Cumhuriyet Fazilettir
Nazan Moroğlu
Türkiye’de “egemenlik kayıtsız, şartsız milletindir” kuralını devlet yönetimine yerleştiren, demokrasinin, eşit yurttaşlık ve kadın erkek eşitliğinin yolunu açan Cumhuriyetimizin ilanının 99. yıl dönümü.
Mustafa Kemal’in önderliğinde milletin bağımsızlığını ve vatanın bütünlüğünü sağlamak kararlılığıyla emperyalist güçlere karşı başlatılan Ulusal Kurtuluş Savaşının zaferle sonuçlanmasının ardından 24 Temmuz 1923 Lozan Antlaşması imzalanmıştır. Lozan bir eşitlik belgesidir, diğer devletlerle eşit konumda bir müzakere süreci yürütülmesinde ısrarlı olunmuş ve Barış antlaşması bu şartlarla imzalanmıştır. Lozan siyasal, ticari, mali, ekonomik açıdan bir bağımsızlık belgesidir. Türkiye’yi bağımsız bir devlet olarak tanıyan ve bunu uluslararası alanda tescil eden bu antlaşmanın imzalanmasından üç ay sonra, Cumhuriyet ilan edilmiştir.
29 Ekim 1923 tarihinde Türkiye Cumhuriyeti’nin ilânı ile “egemenlik kayıtsız, şartsız milletindir” kuralı, devlet yönetiminde, en belirgin şekliyle yerini almış ve demokrasiye giden yol daha aydınlık olarak çizilmiştir.
Cumhuriyet Devrimleri
Cumhuriyetimizin kuruluşunu izleyen ilk on yılda yapılan devrimlerle, devletin laik hukuk temelinde yapılandırılması ve toplumun her alanda çağdaş uygarlık düzeyine ulaştırılması hedeflenmiştir. Bu amacı gerçekleştirmek üzere çıkarılan devrim yasalarıyla eğitim birliği, toplumsal ve ekonomik kalkınma başta olmak üzere yaşamın her alanında çağdaş dünyaya uyum sağlamanın temelleri atılmıştır. Devrim yasaları, dinsel kurallar yerine aklın ve bilimin eseri olan, günün ihtiyaçlarına uygun değişikliklerin yapılabileceği hukuk sistemine dayandırılmıştır. İşte bu nedenle, Cumhuriyetin kuruluşundan itibaren laik karakterli devrimler birbiri ardına kenetlenen halkalar şeklinde çıkarılmıştır.

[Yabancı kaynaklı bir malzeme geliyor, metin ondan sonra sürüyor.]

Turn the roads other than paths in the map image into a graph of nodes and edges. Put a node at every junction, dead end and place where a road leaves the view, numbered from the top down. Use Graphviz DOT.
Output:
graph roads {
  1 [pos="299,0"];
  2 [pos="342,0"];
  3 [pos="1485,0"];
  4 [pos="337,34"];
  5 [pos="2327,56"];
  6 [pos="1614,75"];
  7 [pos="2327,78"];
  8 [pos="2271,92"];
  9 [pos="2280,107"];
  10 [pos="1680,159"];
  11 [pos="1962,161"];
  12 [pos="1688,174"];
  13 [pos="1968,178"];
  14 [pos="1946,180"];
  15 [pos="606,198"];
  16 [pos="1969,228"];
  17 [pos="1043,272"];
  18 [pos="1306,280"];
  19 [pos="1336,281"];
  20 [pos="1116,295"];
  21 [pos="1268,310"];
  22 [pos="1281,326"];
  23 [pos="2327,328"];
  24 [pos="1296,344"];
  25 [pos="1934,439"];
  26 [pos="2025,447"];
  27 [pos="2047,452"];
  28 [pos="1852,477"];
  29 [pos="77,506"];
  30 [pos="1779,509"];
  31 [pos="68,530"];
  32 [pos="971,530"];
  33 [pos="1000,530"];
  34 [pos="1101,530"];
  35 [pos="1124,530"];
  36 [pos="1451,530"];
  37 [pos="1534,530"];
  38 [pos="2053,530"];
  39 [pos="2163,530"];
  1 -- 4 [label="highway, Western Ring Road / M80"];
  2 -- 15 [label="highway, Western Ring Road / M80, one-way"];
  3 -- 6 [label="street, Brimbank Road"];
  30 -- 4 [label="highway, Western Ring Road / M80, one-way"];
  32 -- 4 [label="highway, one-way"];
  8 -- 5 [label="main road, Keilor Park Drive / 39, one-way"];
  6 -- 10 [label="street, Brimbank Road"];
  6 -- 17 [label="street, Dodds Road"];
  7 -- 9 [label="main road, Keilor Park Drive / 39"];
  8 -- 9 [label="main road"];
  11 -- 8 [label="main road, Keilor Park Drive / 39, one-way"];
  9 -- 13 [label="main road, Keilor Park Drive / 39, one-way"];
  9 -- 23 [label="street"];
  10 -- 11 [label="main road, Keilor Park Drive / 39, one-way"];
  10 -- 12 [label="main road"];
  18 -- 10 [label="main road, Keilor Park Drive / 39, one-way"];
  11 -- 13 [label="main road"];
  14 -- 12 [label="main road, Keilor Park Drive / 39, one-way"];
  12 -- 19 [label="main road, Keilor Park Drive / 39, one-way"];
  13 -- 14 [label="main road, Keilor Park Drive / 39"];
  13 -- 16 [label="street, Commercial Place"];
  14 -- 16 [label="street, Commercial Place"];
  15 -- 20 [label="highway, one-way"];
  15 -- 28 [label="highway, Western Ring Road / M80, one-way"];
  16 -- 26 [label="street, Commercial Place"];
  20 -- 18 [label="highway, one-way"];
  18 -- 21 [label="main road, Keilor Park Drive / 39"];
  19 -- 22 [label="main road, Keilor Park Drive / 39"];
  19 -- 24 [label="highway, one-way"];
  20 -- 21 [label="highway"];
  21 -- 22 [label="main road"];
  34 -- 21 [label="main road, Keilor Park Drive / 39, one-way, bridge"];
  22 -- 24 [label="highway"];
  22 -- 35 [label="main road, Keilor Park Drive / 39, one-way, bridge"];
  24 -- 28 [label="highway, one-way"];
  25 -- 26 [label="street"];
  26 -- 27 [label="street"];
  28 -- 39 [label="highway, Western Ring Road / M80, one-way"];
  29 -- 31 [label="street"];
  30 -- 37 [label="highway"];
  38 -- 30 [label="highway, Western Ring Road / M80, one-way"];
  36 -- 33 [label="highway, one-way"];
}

1925’de Tevhidi Tedrisat Kanunu kabulü edilmiş, halifelik kaldırılmış, medreseler kapatılmış, 1926 yılında Medeni Kanun kabul edilmiş, 1928’de Arap harfleri kaldırılmış Latin alfabesi kullanılmaya başlanmış, Anayasa’dan dinsel ifadelerin kaldırılmış, 1934 yılında kadınlara milletvekili seçme seçilme hakkı verilmiş ve 5 Şubat 1937 tarihinde Anayasa’da laiklik ilkesine yer verilerek devrim halkalarının kilit noktası konulmuştur.
Cumhuriyet Fazilettir
Atatürk, “saltanatın korkuya, Cumhuriyetin fazilete” dayandığını ifade etmiş ve saltanatın toplumsal eşitsizlik, Cumhuriyetin ise eşitlik, kadın erkek eşitliği, fırsat eşitliği demek olduğunu vurgulamıştır.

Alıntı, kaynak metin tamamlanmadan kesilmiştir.